Friday, November 02, 2007 by Joel Mueller

Force start a Time Machine backup

One extremely simple but useful feature I found missing in Apple's Time Machine backup solution is the ability to perform a backup to an external partition or hard drive right now. Instead, Time Machine picks when it does the backups for you; typically every hour. Why Apple didn't include a small button in the System Preferences for Time Machine that you could click to force an immediate backup of your data is beyond me. It seems like an easy feature to implement and plenty of room in the Prefs pane to add it and keep things clean. I figured there still had to be a way.



I bought a new MacBook the night that Leopard was released. 6-days later Apple announced upgraded MacBook's with faster processors and over double the VRAM. The cool thing is that Apple Stores give you 15-days to exchange a newly purchased product for and upgraded one. They require that you pay a 10% "restocking fee." In my opinion, the upgraded graphics card was worth a 10% exchange cost.

The issue was that I was in a time crunch. I needed Time Machine to perform an updated, full backup of all of my data right away; not 1-hour from now. Two of the three Apple stores in the area were already sold out of the middle-range MacBook. I needed to hurry. At the very least I needed a Terminal command to copy and paste to force Time Machine to perform an immediate backup of my data.

Run this command to force Time Machine to backup data now:

/System/Library/CoreServices/backupd.bundle/Contents/Resources/backupd-helper >/dev/null 2>&1 &

Open up your Terminal application in Applications: Utilities: Terminal. Then copy and paste the command above at the prompt. As long as Time Machine is turned on and the selected backup drive is connected to your Mac, this command will force Time Machine to start, making a complete backup of all of your data changes since the last time it ran.

Now I'm off to the Apple Store to exchange my MacBook for a faster, upgraded one!

Update: It turns out that Apple added this option by using the menu of the Time Machine icon in the dock. You can click and hold the icon and select "Back Up Now."

12 Comments:

Blogger Scubagrrl said...

Right click on the TimeMachine icon in the dock. Back Up Now is right there. Why its not also in the Time Machine prefs pane as well, who knows.

12:14 PM  
Anonymous Anonymous said...

next time try right (or ctrl) clicking on the time machine icon. you'll see a "back up now" option.

11:39 AM  
Anonymous Anonymous said...

Thank you so much for posting this, helped me greatly when I was also in a hurry :-)

1:15 AM  
Blogger Bracken said...

Hahahaha, I was so excited about this feature that I almost went the terminal route before reading the Update. Great tip.

3:48 PM  
Anonymous Anonymous said...

lol , I just read your article , having just read the instructions on Macworld-Some other Time Machine features that may interest you:

If Time Machine happens to be in the middle of a backup when you put your Mac to sleep, don’t worry—the feature automatically stops and then resumes once you reconnect to your backup drive.
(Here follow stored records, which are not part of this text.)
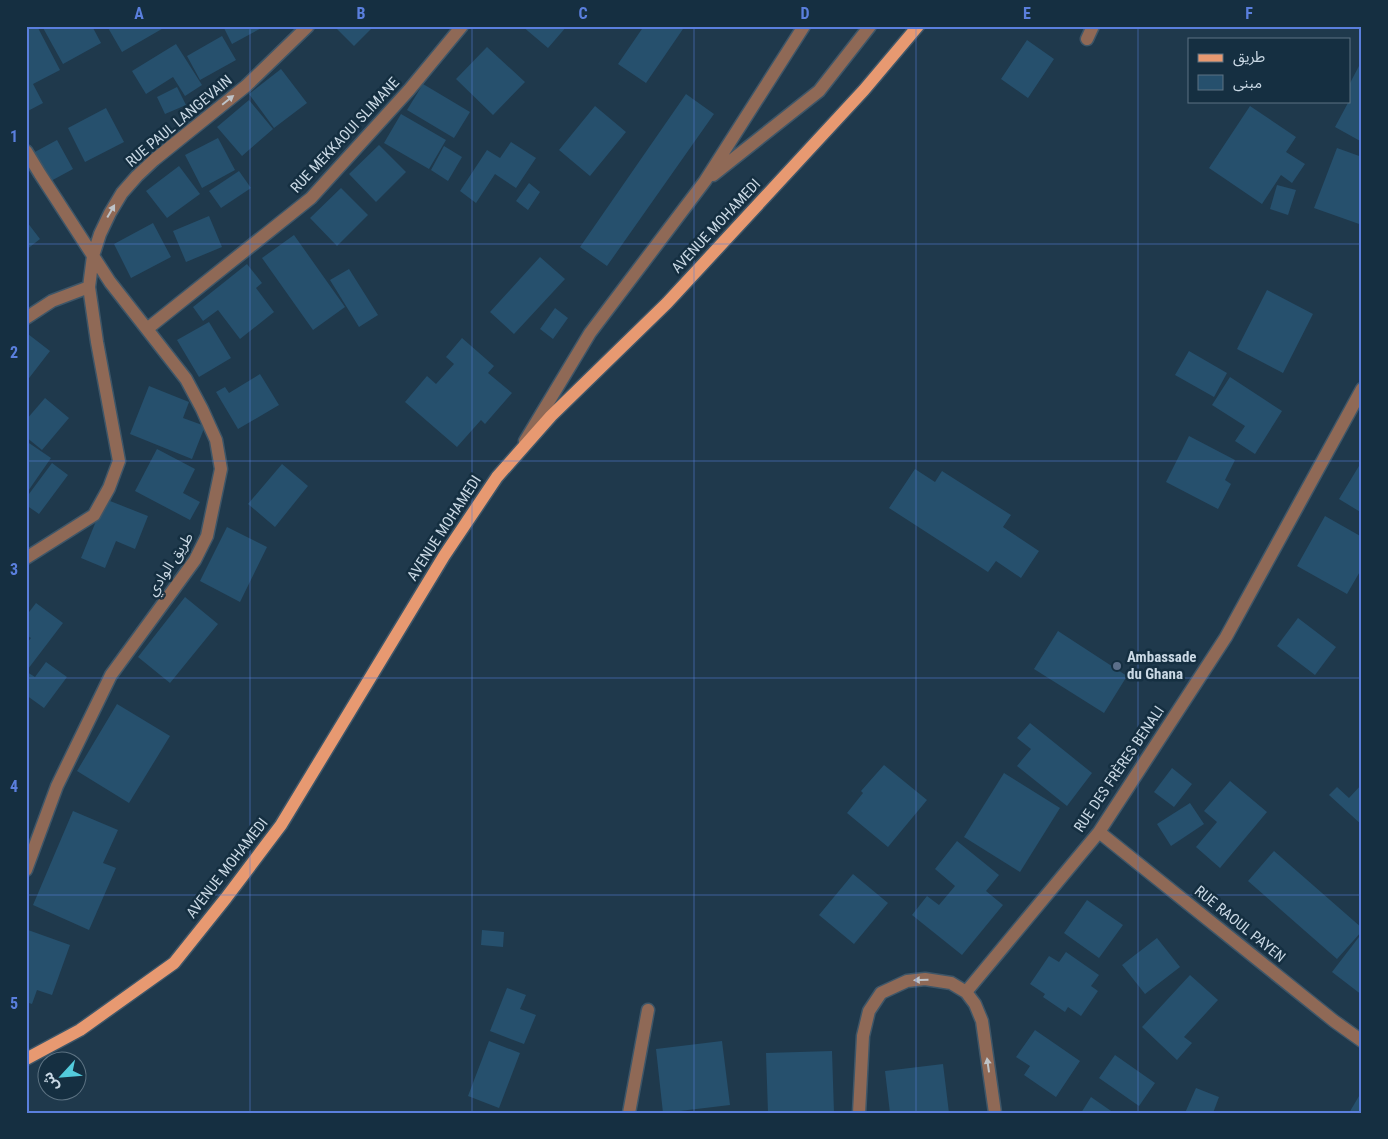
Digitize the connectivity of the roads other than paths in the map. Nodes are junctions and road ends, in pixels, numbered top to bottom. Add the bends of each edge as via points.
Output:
1 (308, 26) edge
2 (462, 26) edge
3 (804, 26) edge
4 (870, 26) edge
5 (918, 26) edge
6 (1093, 26) edge
7 (1087, 39) dead end
8 (26, 151) edge
9 (705, 182) junction
10 (93, 256) junction
11 (89, 287) junction
12 (26, 318) edge
13 (147, 329) junction
14 (1362, 389) edge
15 (516, 455) junction
16 (26, 558) edge
17 (1099, 832) junction
18 (26, 870) edge
19 (966, 992) junction
20 (648, 1010) dead end
21 (1362, 1041) edge
22 (26, 1059) edge
23 (629, 1113) edge
24 (859, 1113) edge
25 (996, 1113) edge

10 -> 1 street, RUE PAUL LANGEVAIN via 110,213 137,176 246,86
2 - 13 street, RUE MEKKAOUI SLIMANE via 311,198
3 - 9 street
4 - 9 street via 819,91
5 - 15 main road, AVENUE MOHAMEDI via 864,90 667,303 551,416
6 - 7 street
8 - 10 street, طريق الوادي
9 - 15 street via 590,333
10 - 11 street, RUE PAUL LANGEVAIN
10 - 13 street, طريق الوادي
11 - 12 street via 52,301
11 - 16 street, RUE PAUL LANGEVAIN via 119,461 94,515
13 - 18 street, طريق الوادي via 186,379 216,440 221,468 207,536 195,560 111,675 57,786
14 - 17 street, RUE DES FRÈRES BENALI via 1226,637
15 - 22 main road, AVENUE MOHAMEDI via 497,477 444,556 281,825 174,963 80,1030
17 - 19 street, RUE DES FRÈRES BENALI
17 - 21 street, RUE RAOUL PAYEN
19 -> 24 street via 951,983 925,979 907,981 881,993 869,1011 863,1036
25 -> 19 street via 982,1021
20 - 23 street

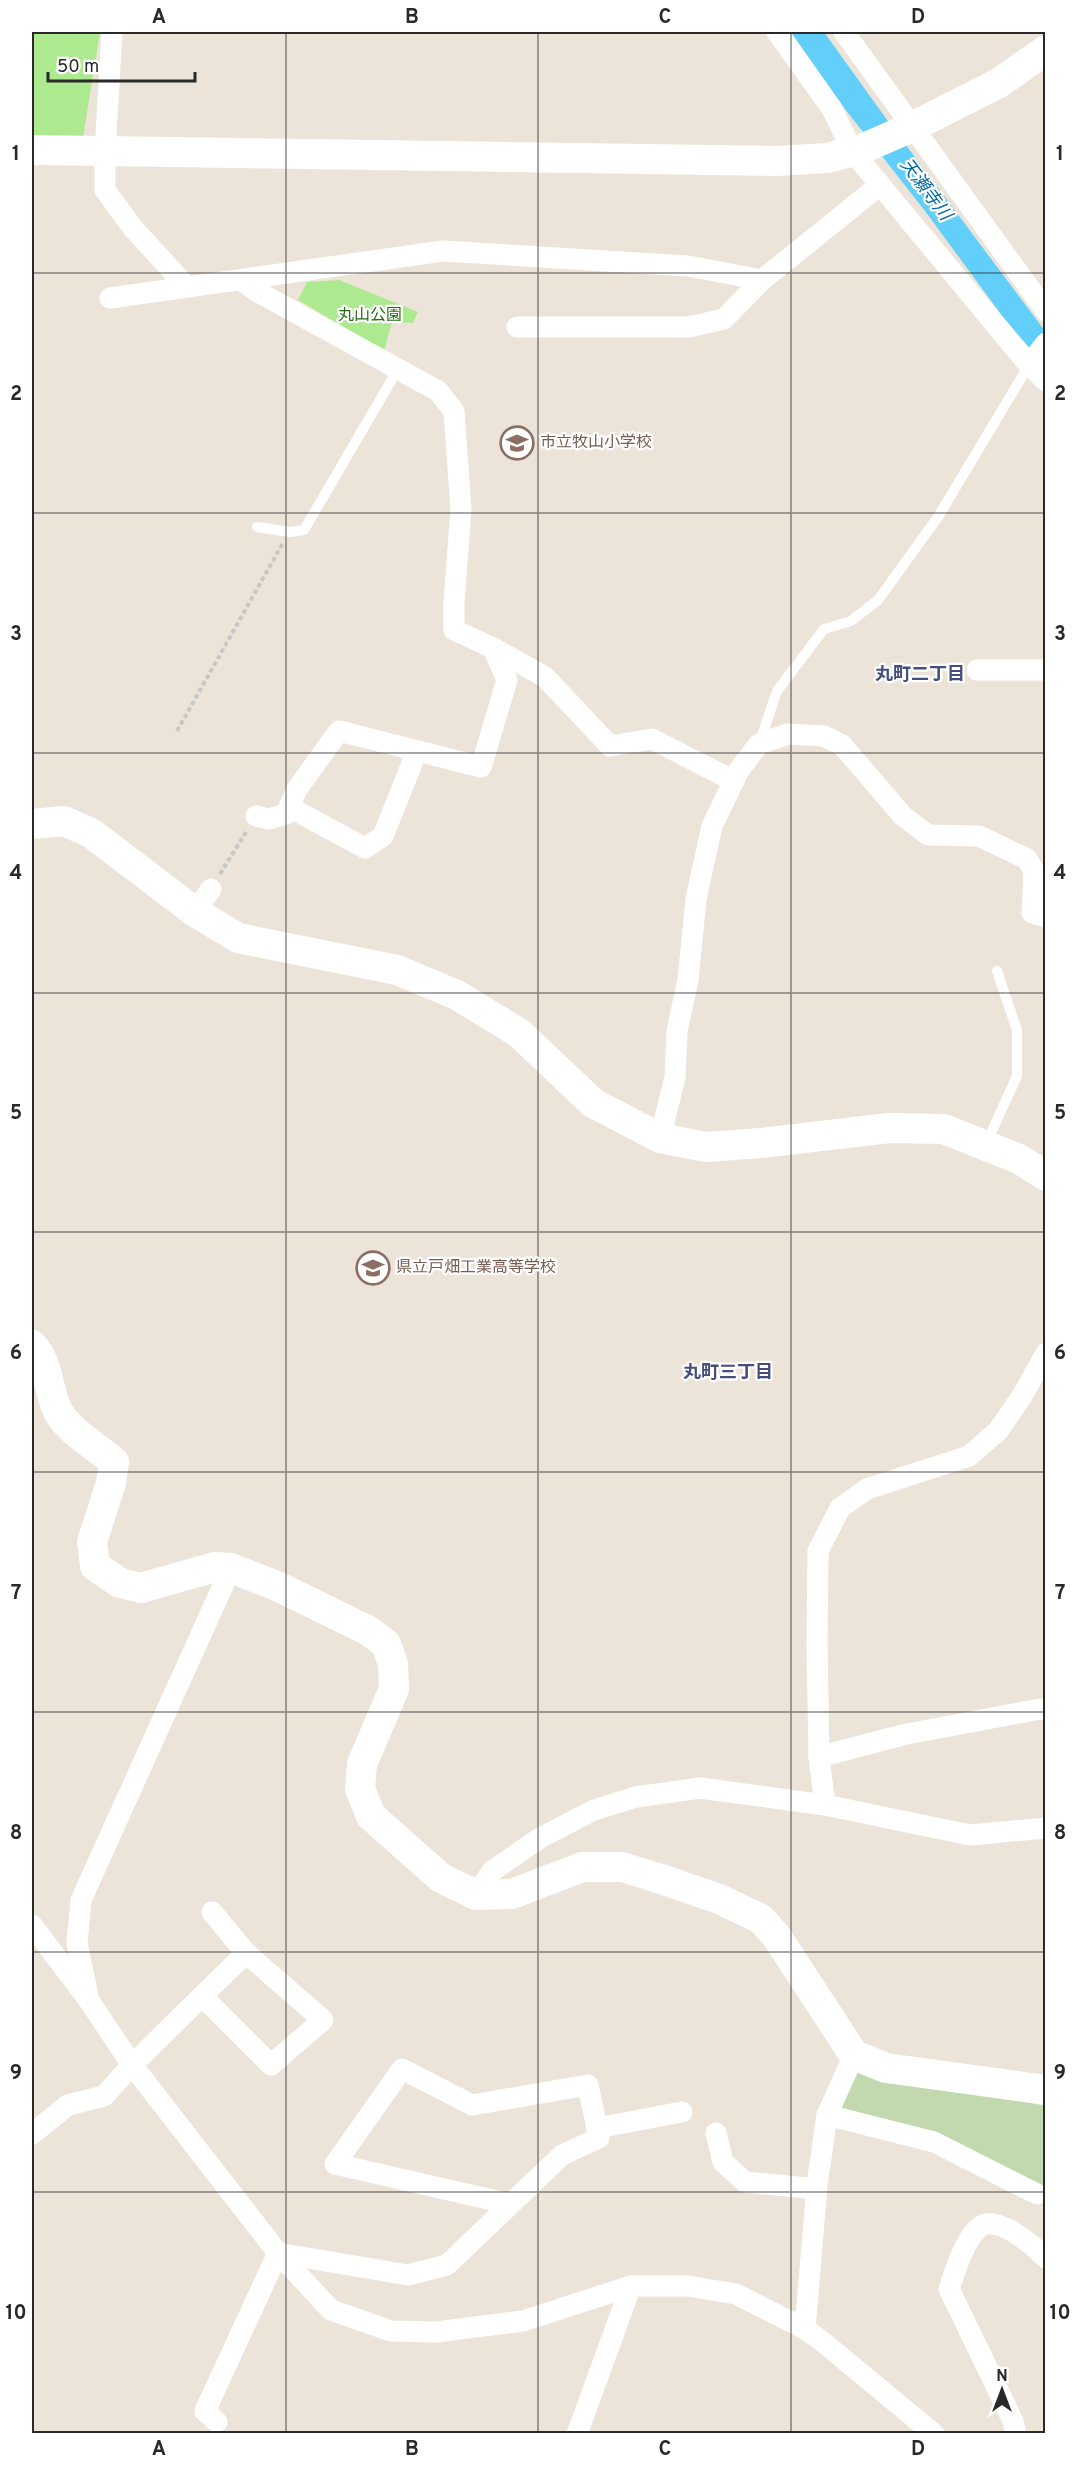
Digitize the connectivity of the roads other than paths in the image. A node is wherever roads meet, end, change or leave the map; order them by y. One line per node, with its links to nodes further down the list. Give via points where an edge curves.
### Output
1 (112, 32): 8 (street)
2 (777, 32): 7 (street)
3 (844, 32): 5 (street)
4 (1046, 50): 5 (street, via 999,83)
5 (906, 129): 7 (street); 14 (street)
6 (32, 150): 8 (street)
7 (859, 150): 8 (street, via 828,158 776,161); 9 (street)
8 (105, 152): 12 (street, via 105,190 133,228)
9 (880, 185): 11 (street); 17 (street)
10 (242, 280): 11 (street, via 443,251 688,266); 12 (street); 18 (street)
11 (762, 280): 15 (street, via 724,319 689,327)
12 (186, 286): 13 (street)
13 (110, 297)
14 (1046, 312)
15 (517, 327)
16 (1046, 343): 17 (street)
17 (1029, 365): 19 (street); 24 (lane, via 938,517 878,600 851,621 824,629 777,691)
18 (398, 369): 20 (lane, via 304,530); 21 (street, via 438,391 454,411 461,508 454,630)
19 (1046, 381)
20 (258, 527)
21 (493, 648): 25 (street, via 507,680 481,767); 26 (street, via 545,677 610,746 652,740)
22 (977, 670): 23 (street)
23 (1046, 670)
24 (759, 744): 26 (street); 30 (street, via 788,734 824,736 842,745 903,816 928,836 979,836 1027,859 1034,871 1032,913)
25 (417, 751): 27 (street, via 339,731 297,789); 27 (street, via 383,836 365,848)
26 (734, 781): 32 (street, via 712,826 696,898 688,980 677,1031 675,1078)
27 (289, 807): 28 (street, via 286,814 269,819)
28 (256, 816)
29 (32, 824): 32 (street, via 64,821 91,833 203,900 238,938 397,970 457,994 519,1033 593,1103)
30 (1046, 917)
31 (997, 971): 33 (lane, via 1017,1030 1017,1076)
32 (660, 1138): 33 (street, via 706,1147 889,1128 944,1129)
33 (985, 1146): 34 (street)
34 (1046, 1176)
35 (32, 1345): 37 (street, via 45,1368 57,1410 65,1423 114,1462 92,1542 95,1566 120,1583 141,1588 215,1567)
36 (1046, 1353): 39 (street, via 998,1431 969,1456 867,1489 840,1508 818,1551)
37 (231, 1568): 42 (street, via 369,1631 386,1644 393,1664 394,1689 362,1764 360,1789 371,1816 441,1878); 47 (street, via 81,1900 77,1943)
38 (1046, 1710): 39 (street, via 902,1735)
39 (819, 1756): 40 (street)
40 (825, 1804): 41 (street, via 970,1835); 42 (street, via 700,1788 636,1797 594,1810 540,1838 492,1871)
41 (1046, 1828)
42 (476, 1895): 48 (street, via 512,1894 582,1867 622,1867 719,1899 761,1919 777,1936)
43 (212, 1912): 45 (street)
44 (32, 1925): 47 (street)
45 (246, 1953): 46 (street); 46 (street, via 323,2020 271,2065)
46 (202, 1996): 49 (street)
47 (90, 2002): 49 (street)
48 (854, 2055): 50 (street, via 886,2068); 52 (street)
49 (132, 2065): 55 (street, via 104,2096 68,2105); 59 (street)
50 (1046, 2090)
51 (682, 2112): 53 (street)
52 (826, 2115): 56 (street); 57 (street, via 934,2142)
53 (597, 2128): 58 (street, via 599,2138 562,2155); 58 (street, via 588,2085 472,2105 402,2069 334,2164)
54 (716, 2133): 56 (street, via 723,2162 745,2182)
55 (32, 2134)
56 (817, 2189): 62 (street)
57 (1036, 2194)
58 (510, 2204): 59 (street, via 447,2265 408,2275)
59 (278, 2253): 61 (street, via 331,2310 391,2331 436,2332 523,2321); 63 (street, via 205,2411)
60 (1046, 2258): 66 (street, via 1009,2229 987,2224 964,2248 949,2289)
61 (631, 2286): 62 (street, via 688,2286 736,2295); 64 (street)
62 (805, 2330): 65 (street)
63 (217, 2422)
64 (577, 2433)
65 (934, 2433)
66 (1016, 2433)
You’re able to browse any Time Machine backup volume, even one of a different Mac, when you plug the drive into your computer—a useful feature for multi-Mac households.

Holding down the Control key and clicking the Time Machine icon in the Dock creates a new incremental backup, if you just can’t wait for the automatic backup to take place.

Time Machine preserves access privileges associated with files on multi-user Macs.

Cheers T

12:36 AM  
Blogger Daniel said...

Great tip, thank you so much!

7:28 AM  
Blogger yooperjoe said...

How come my time machine only shows now and today on the backup listing on the right of my screen. On the demonstration it shows multiple dates to pick from.

7:33 PM  
Anonymous Anonymous said...

@ yooperjoe

You probably only have one or two backups done. Once you've been running time machine for a while, it'll show you loads more than you will ever want!

6:59 AM  
Blogger schapht said...

So I'm pretty late to the party, but it looks like you can also ctrl+click the time machine disk icon in Finder's "Devices" list to get the "Back up now" menu item.

10:21 PM  
Blogger Oskar said...

@ schapht

Thanks for the tip because honestly, who keeps the time machine in the dock??

11:49 AM  
Anonymous Anonymous said...

WOW this couldn't have been more helpful for me.

I have a small WD Passport drive that is plenty of room for what I need to backup, and I don't keep it plugged into my computer hardly ever, but when I do I want Time Machine to immediately begin backing up my files... not an hour later.

Thanks.

10:27 PM  
Anonymous Anonymous said...

Great tip for when the coding ends just before the vacation!